[MATERIAL PROVIDED]
_ _ _ _
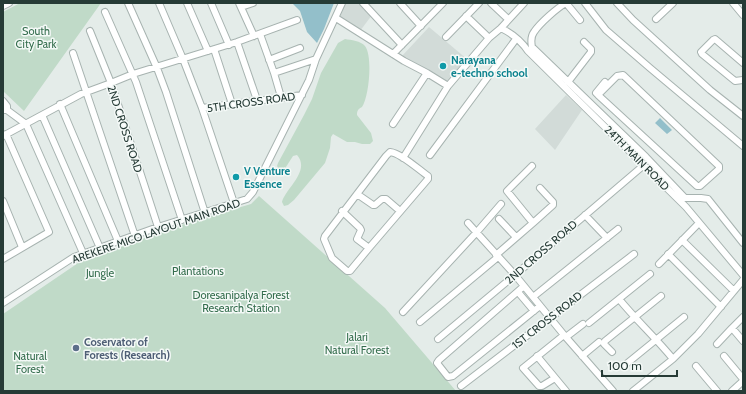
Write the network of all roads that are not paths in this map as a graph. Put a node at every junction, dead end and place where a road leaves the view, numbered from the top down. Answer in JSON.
{"nodes":[{"id":1,"x":9,"y":3,"type":"edge"},
{"id":2,"x":128,"y":3,"type":"edge"},
{"id":3,"x":159,"y":3,"type":"edge"},
{"id":4,"x":187,"y":3,"type":"edge"},
{"id":5,"x":211,"y":3,"type":"edge"},
{"id":6,"x":253,"y":3,"type":"edge"},
{"id":7,"x":342,"y":3,"type":"edge"},
{"id":8,"x":364,"y":3,"type":"edge"},
{"id":9,"x":400,"y":3,"type":"edge"},
{"id":10,"x":479,"y":3,"type":"edge"},
{"id":11,"x":490,"y":3,"type":"edge"},
{"id":12,"x":524,"y":3,"type":"edge"},
{"id":13,"x":566,"y":3,"type":"edge"},
{"id":14,"x":585,"y":3,"type":"edge"},
{"id":15,"x":617,"y":3,"type":"edge"},
{"id":16,"x":674,"y":3,"type":"edge"},
{"id":17,"x":733,"y":3,"type":"edge"},
{"id":18,"x":439,"y":4,"type":"edge"},
{"id":19,"x":240,"y":5,"type":"edge"},
{"id":20,"x":3,"y":6,"type":"edge"},
{"id":21,"x":105,"y":12,"type":"dead end"},
{"id":22,"x":743,"y":15,"type":"edge"},
{"id":23,"x":466,"y":16,"type":"junction"},
{"id":24,"x":336,"y":18,"type":"junction"},
{"id":25,"x":508,"y":19,"type":"junction"},
{"id":26,"x":656,"y":19,"type":"dead end"},
{"id":27,"x":297,"y":20,"type":"dead end"},
{"id":28,"x":580,"y":20,"type":"dead end"},
{"id":29,"x":421,"y":26,"type":"junction"},
{"id":30,"x":501,"y":28,"type":"junction"},
{"id":31,"x":90,"y":31,"type":"dead end"},
{"id":32,"x":257,"y":35,"type":"junction"},
{"id":33,"x":446,"y":37,"type":"dead end"},
{"id":34,"x":489,"y":38,"type":"junction"},
{"id":35,"x":516,"y":39,"type":"junction"},
{"id":36,"x":237,"y":42,"type":"junction"},
{"id":37,"x":584,"y":42,"type":"dead end"},
{"id":38,"x":402,"y":44,"type":"junction"},
{"id":39,"x":230,"y":45,"type":"junction"},
{"id":40,"x":300,"y":48,"type":"dead end"},
{"id":41,"x":528,"y":48,"type":"junction"},
{"id":42,"x":211,"y":50,"type":"junction"},
{"id":43,"x":73,"y":53,"type":"dead end"},
{"id":44,"x":393,"y":54,"type":"junction"},
{"id":45,"x":183,"y":59,"type":"junction"},
{"id":46,"x":316,"y":59,"type":"junction"},
{"id":47,"x":269,"y":60,"type":"junction"},
{"id":48,"x":743,"y":63,"type":"edge"},
{"id":49,"x":157,"y":68,"type":"junction"},
{"id":50,"x":274,"y":73,"type":"junction"},
{"id":51,"x":427,"y":73,"type":"junction"},
{"id":52,"x":133,"y":74,"type":"junction"},
{"id":53,"x":743,"y":80,"type":"edge"},
{"id":54,"x":568,"y":82,"type":"junction"},
{"id":55,"x":605,"y":82,"type":"dead end"},
{"id":56,"x":111,"y":83,"type":"junction"},
{"id":57,"x":448,"y":86,"type":"junction"},
{"id":58,"x":87,"y":92,"type":"junction"},
{"id":59,"x":302,"y":95,"type":"junction"},
{"id":60,"x":598,"y":95,"type":"junction"},
{"id":61,"x":281,"y":97,"type":"junction"},
{"id":62,"x":257,"y":100,"type":"junction"},
{"id":63,"x":3,"y":101,"type":"edge"},
{"id":64,"x":60,"y":104,"type":"junction"},
{"id":65,"x":232,"y":104,"type":"junction"},
{"id":66,"x":202,"y":108,"type":"junction"},
{"id":67,"x":5,"y":110,"type":"edge"},
{"id":68,"x":42,"y":115,"type":"junction"},
{"id":69,"x":743,"y":116,"type":"edge"},
{"id":70,"x":26,"y":124,"type":"junction"},
{"id":71,"x":393,"y":124,"type":"dead end"},
{"id":72,"x":5,"y":135,"type":"edge"},
{"id":73,"x":645,"y":139,"type":"junction"},
{"id":74,"x":650,"y":144,"type":"junction"},
{"id":75,"x":743,"y":146,"type":"edge"},
{"id":76,"x":636,"y":148,"type":"junction"},
{"id":77,"x":641,"y":153,"type":"junction"},
{"id":78,"x":430,"y":155,"type":"dead end"},
{"id":79,"x":403,"y":158,"type":"junction"},
{"id":80,"x":644,"y":165,"type":"junction"},
{"id":81,"x":532,"y":166,"type":"dead end"},
{"id":82,"x":540,"y":188,"type":"dead end"},
{"id":83,"x":356,"y":194,"type":"junction"},
{"id":84,"x":3,"y":201,"type":"edge"},
{"id":85,"x":234,"y":203,"type":"junction"},
{"id":86,"x":501,"y":204,"type":"dead end"},
{"id":87,"x":342,"y":211,"type":"junction"},
{"id":88,"x":400,"y":211,"type":"junction"},
{"id":89,"x":205,"y":213,"type":"junction"},
{"id":90,"x":585,"y":215,"type":"junction"},
{"id":91,"x":499,"y":219,"type":"dead end"},
{"id":92,"x":182,"y":220,"type":"junction"},
{"id":93,"x":533,"y":223,"type":"junction"},
{"id":94,"x":699,"y":223,"type":"junction"},
{"id":95,"x":468,"y":224,"type":"dead end"},
{"id":96,"x":158,"y":228,"type":"junction"},
{"id":97,"x":618,"y":229,"type":"dead end"},
{"id":98,"x":476,"y":233,"type":"junction"},
{"id":99,"x":135,"y":236,"type":"junction"},
{"id":100,"x":516,"y":237,"type":"junction"},
{"id":101,"x":607,"y":238,"type":"junction"},
{"id":102,"x":682,"y":240,"type":"junction"},
{"id":103,"x":118,"y":241,"type":"junction"},
{"id":104,"x":743,"y":242,"type":"edge"},
{"id":105,"x":22,"y":247,"type":"junction"},
{"id":106,"x":100,"y":248,"type":"junction"},
{"id":107,"x":369,"y":248,"type":"junction"},
{"id":108,"x":83,"y":254,"type":"junction"},
{"id":109,"x":634,"y":254,"type":"dead end"},
{"id":110,"x":668,"y":254,"type":"junction"},
{"id":111,"x":497,"y":256,"type":"junction"},
{"id":112,"x":3,"y":259,"type":"edge"},
{"id":113,"x":659,"y":264,"type":"dead end"},
{"id":114,"x":650,"y":274,"type":"dead end"},
{"id":115,"x":515,"y":275,"type":"junction"},
{"id":116,"x":743,"y":275,"type":"edge"},
{"id":117,"x":743,"y":280,"type":"edge"},
{"id":118,"x":524,"y":286,"type":"junction"},
{"id":119,"x":734,"y":291,"type":"junction"},
{"id":120,"x":518,"y":292,"type":"junction"},
{"id":121,"x":661,"y":296,"type":"dead end"},
{"id":122,"x":533,"y":297,"type":"junction"},
{"id":123,"x":619,"y":299,"type":"junction"},
{"id":124,"x":3,"y":303,"type":"edge"},
{"id":125,"x":540,"y":306,"type":"junction"},
{"id":126,"x":722,"y":307,"type":"junction"},
{"id":127,"x":534,"y":311,"type":"junction"},
{"id":128,"x":403,"y":312,"type":"dead end"},
{"id":129,"x":550,"y":317,"type":"junction"},
{"id":130,"x":684,"y":317,"type":"dead end"},
{"id":131,"x":743,"y":317,"type":"edge"},
{"id":132,"x":634,"y":318,"type":"junction"},
{"id":133,"x":420,"y":322,"type":"dead end"},
{"id":134,"x":732,"y":328,"type":"junction"},
{"id":135,"x":565,"y":336,"type":"junction"},
{"id":136,"x":438,"y":339,"type":"dead end"},
{"id":137,"x":657,"y":340,"type":"junction"},
{"id":138,"x":743,"y":341,"type":"edge"},
{"id":139,"x":599,"y":342,"type":"dead end"},
{"id":140,"x":717,"y":344,"type":"dead end"},
{"id":141,"x":612,"y":352,"type":"dead end"},
{"id":142,"x":537,"y":356,"type":"junction"},
{"id":143,"x":582,"y":356,"type":"junction"},
{"id":144,"x":724,"y":356,"type":"dead end"},
{"id":145,"x":673,"y":359,"type":"junction"},
{"id":146,"x":624,"y":365,"type":"dead end"},
{"id":147,"x":696,"y":366,"type":"dead end"},
{"id":148,"x":555,"y":378,"type":"junction"},
{"id":149,"x":743,"y":380,"type":"edge"},
{"id":150,"x":461,"y":386,"type":"dead end"},
{"id":151,"x":566,"y":391,"type":"edge"},
{"id":152,"x":613,"y":391,"type":"edge"},
{"id":153,"x":633,"y":391,"type":"edge"},
{"id":154,"x":717,"y":391,"type":"edge"},
{"id":155,"x":732,"y":391,"type":"edge"}],
"edges":[{"from":1,"to":20,"type":"street"},
{"from":2,"to":49,"type":"street"},
{"from":3,"to":45,"type":"street"},
{"from":4,"to":42,"type":"street"},
{"from":5,"to":39,"type":"street"},
{"from":6,"to":19,"type":"street"},
{"from":7,"to":24,"type":"street","name":"AREKERE MICO LAYOUT MAIN ROAD"},
{"from":8,"to":38,"type":"street"},
{"from":9,"to":29,"type":"street"},
{"from":10,"to":23,"type":"street"},
{"from":11,"to":25,"type":"street"},
{"from":12,"to":25,"type":"street"},
{"from":13,"to":28,"type":"street"},
{"from":13,"to":41,"type":"street"},
{"from":14,"to":75,"type":"street"},
{"from":15,"to":69,"type":"street"},
{"from":16,"to":26,"type":"street"},
{"from":17,"to":22,"type":"street"},
{"from":18,"to":29,"type":"street"},
{"from":19,"to":32,"type":"street"},
{"from":21,"to":52,"type":"street"},
{"from":23,"to":33,"type":"street"},
{"from":23,"to":34,"type":"street"},
{"from":24,"to":44,"type":"street"},
{"from":24,"to":46,"type":"street","name":"AREKERE MICO LAYOUT MAIN ROAD"},
{"from":25,"to":30,"type":"street"},
{"from":27,"to":32,"type":"street"},
{"from":29,"to":38,"type":"street"},
{"from":30,"to":34,"type":"street"},
{"from":30,"to":35,"type":"street","name":"24TH MAIN ROAD"},
{"from":31,"to":56,"type":"street","name":"2ND CROSS ROAD"},
{"from":32,"to":36,"type":"street"},
{"from":32,"to":47,"type":"street"},
{"from":34,"to":57,"type":"street"},
{"from":35,"to":41,"type":"street","name":"24TH MAIN ROAD"},
{"from":35,"to":78,"type":"street"},
{"from":36,"to":39,"type":"street"},
{"from":36,"to":62,"type":"street"},
{"from":37,"to":54,"type":"street"},
{"from":38,"to":44,"type":"street"},
{"from":39,"to":42,"type":"street"},
{"from":40,"to":47,"type":"street"},
{"from":41,"to":54,"type":"street","name":"24TH MAIN ROAD"},
{"from":41,"to":80,"type":"street","name":"24TH MAIN ROAD"},
{"from":42,"to":45,"type":"street"},
{"from":42,"to":65,"type":"street"},
{"from":43,"to":58,"type":"street"},
{"from":44,"to":51,"type":"street"},
{"from":45,"to":49,"type":"street"},
{"from":45,"to":66,"type":"street"},
{"from":46,"to":50,"type":"street"},
{"from":46,"to":59,"type":"street","name":"AREKERE MICO LAYOUT MAIN ROAD"},
{"from":47,"to":50,"type":"street"},
{"from":48,"to":53,"type":"street"},
{"from":49,"to":52,"type":"street"},
{"from":49,"to":89,"type":"street"},
{"from":50,"to":61,"type":"street"},
{"from":51,"to":57,"type":"street"},
{"from":51,"to":71,"type":"street"},
{"from":52,"to":56,"type":"street"},
{"from":52,"to":92,"type":"street"},
{"from":54,"to":76,"type":"street","name":"24TH MAIN ROAD"},
{"from":55,"to":60,"type":"street"},
{"from":56,"to":58,"type":"street"},
{"from":56,"to":96,"type":"street","name":"2ND CROSS ROAD"},
{"from":57,"to":79,"type":"street"},
{"from":58,"to":64,"type":"street"},
{"from":58,"to":99,"type":"street"},
{"from":59,"to":61,"type":"street","name":"5TH CROSS ROAD"},
{"from":59,"to":85,"type":"street","name":"AREKERE MICO LAYOUT MAIN ROAD"},
{"from":60,"to":73,"type":"street"},
{"from":60,"to":74,"type":"street"},
{"from":61,"to":62,"type":"street","name":"5TH CROSS ROAD"},
{"from":62,"to":65,"type":"street","name":"5TH CROSS ROAD"},
{"from":63,"to":67,"type":"street"},
{"from":64,"to":68,"type":"street"},
{"from":64,"to":103,"type":"street"},
{"from":65,"to":66,"type":"street","name":"5TH CROSS ROAD"},
{"from":66,"to":85,"type":"street","name":"5TH CROSS ROAD"},
{"from":67,"to":70,"type":"street"},
{"from":68,"to":70,"type":"street"},
{"from":68,"to":106,"type":"street"},
{"from":70,"to":72,"type":"street"},
{"from":70,"to":108,"type":"street"},
{"from":72,"to":105,"type":"street"},
{"from":73,"to":74,"type":"street"},
{"from":73,"to":76,"type":"street"},
{"from":74,"to":77,"type":"street"},
{"from":76,"to":77,"type":"street","name":"24TH MAIN ROAD"},
{"from":77,"to":104,"type":"street","name":"24TH MAIN ROAD"},
{"from":79,"to":83,"type":"street"},
{"from":79,"to":88,"type":"street"},
{"from":80,"to":90,"type":"street","name":"2ND CROSS ROAD"},
{"from":80,"to":94,"type":"street","name":"24TH MAIN ROAD"},
{"from":81,"to":93,"type":"street"},
{"from":82,"to":93,"type":"street"},
{"from":83,"to":87,"type":"street"},
{"from":83,"to":88,"type":"street"},
{"from":84,"to":105,"type":"street"},
{"from":85,"to":89,"type":"street","name":"AREKERE MICO LAYOUT MAIN ROAD"},
{"from":86,"to":98,"type":"street"},
{"from":87,"to":107,"type":"street"},
{"from":87,"to":107,"type":"street"},
{"from":88,"to":107,"type":"street"},
{"from":89,"to":92,"type":"street","name":"AREKERE MICO LAYOUT MAIN ROAD"},
{"from":90,"to":101,"type":"street"},
{"from":90,"to":115,"type":"street","name":"2ND CROSS ROAD"},
{"from":91,"to":100,"type":"street"},
{"from":92,"to":96,"type":"street","name":"AREKERE MICO LAYOUT MAIN ROAD"},
{"from":93,"to":100,"type":"street"},
{"from":94,"to":102,"type":"street"},
{"from":94,"to":116,"type":"street","name":"24TH MAIN ROAD"},
{"from":95,"to":98,"type":"street"},
{"from":96,"to":99,"type":"street","name":"AREKERE MICO LAYOUT MAIN ROAD"},
{"from":97,"to":101,"type":"street"},
{"from":98,"to":111,"type":"street"},
{"from":98,"to":128,"type":"street"},
{"from":99,"to":103,"type":"street","name":"AREKERE MICO LAYOUT MAIN ROAD"},
{"from":100,"to":111,"type":"street"},
{"from":101,"to":122,"type":"street"},
{"from":102,"to":110,"type":"street"},
{"from":102,"to":119,"type":"street"},
{"from":103,"to":106,"type":"street","name":"AREKERE MICO LAYOUT MAIN ROAD"},
{"from":105,"to":112,"type":"street"},
{"from":106,"to":108,"type":"street","name":"AREKERE MICO LAYOUT MAIN ROAD"},
{"from":108,"to":124,"type":"street","name":"AREKERE MICO LAYOUT MAIN ROAD"},
{"from":109,"to":129,"type":"street","name":"1ST CROSS ROAD"},
{"from":110,"to":113,"type":"street"},
{"from":110,"to":126,"type":"street"},
{"from":111,"to":115,"type":"street"},
{"from":111,"to":133,"type":"street"},
{"from":114,"to":123,"type":"street"},
{"from":115,"to":118,"type":"street"},
{"from":115,"to":136,"type":"street","name":"2ND CROSS ROAD"},
{"from":117,"to":119,"type":"street"},
{"from":118,"to":120,"type":"street"},
{"from":118,"to":122,"type":"street"},
{"from":119,"to":126,"type":"street"},
{"from":120,"to":127,"type":"street"},
{"from":120,"to":127,"type":"street"},
{"from":121,"to":132,"type":"street"},
{"from":122,"to":125,"type":"street"},
{"from":123,"to":132,"type":"street"},
{"from":123,"to":135,"type":"street"},
{"from":125,"to":127,"type":"street"},
{"from":125,"to":129,"type":"street"},
{"from":126,"to":145,"type":"street"},
{"from":129,"to":135,"type":"street"},
{"from":129,"to":150,"type":"street","name":"1ST CROSS ROAD"},
{"from":130,"to":137,"type":"street"},
{"from":131,"to":134,"type":"street"},
{"from":132,"to":137,"type":"street"},
{"from":132,"to":141,"type":"street"},
{"from":134,"to":138,"type":"street"},
{"from":134,"to":140,"type":"street"},
{"from":135,"to":142,"type":"street"},
{"from":135,"to":143,"type":"street"},
{"from":137,"to":145,"type":"street"},
{"from":137,"to":146,"type":"street"},
{"from":139,"to":143,"type":"street"},
{"from":142,"to":148,"type":"street"},
{"from":142,"to":148,"type":"street"},
{"from":143,"to":152,"type":"street"},
{"from":144,"to":149,"type":"street"},
{"from":145,"to":153,"type":"street"},
{"from":147,"to":154,"type":"street"},
{"from":148,"to":151,"type":"street"},
{"from":149,"to":155,"type":"street"}]}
_ _ _ _
Where a line in the entries holds the word "CROSS", copy that line.

{"from":31,"to":56,"type":"street","name":"2ND CROSS ROAD"},
{"from":56,"to":96,"type":"street","name":"2ND CROSS ROAD"},
{"from":59,"to":61,"type":"street","name":"5TH CROSS ROAD"},
{"from":61,"to":62,"type":"street","name":"5TH CROSS ROAD"},
{"from":62,"to":65,"type":"street","name":"5TH CROSS ROAD"},
{"from":65,"to":66,"type":"street","name":"5TH CROSS ROAD"},
{"from":66,"to":85,"type":"street","name":"5TH CROSS ROAD"},
{"from":80,"to":90,"type":"street","name":"2ND CROSS ROAD"},
{"from":90,"to":115,"type":"street","name":"2ND CROSS ROAD"},
{"from":109,"to":129,"type":"street","name":"1ST CROSS ROAD"},
{"from":115,"to":136,"type":"street","name":"2ND CROSS ROAD"},
{"from":129,"to":150,"type":"street","name":"1ST CROSS ROAD"},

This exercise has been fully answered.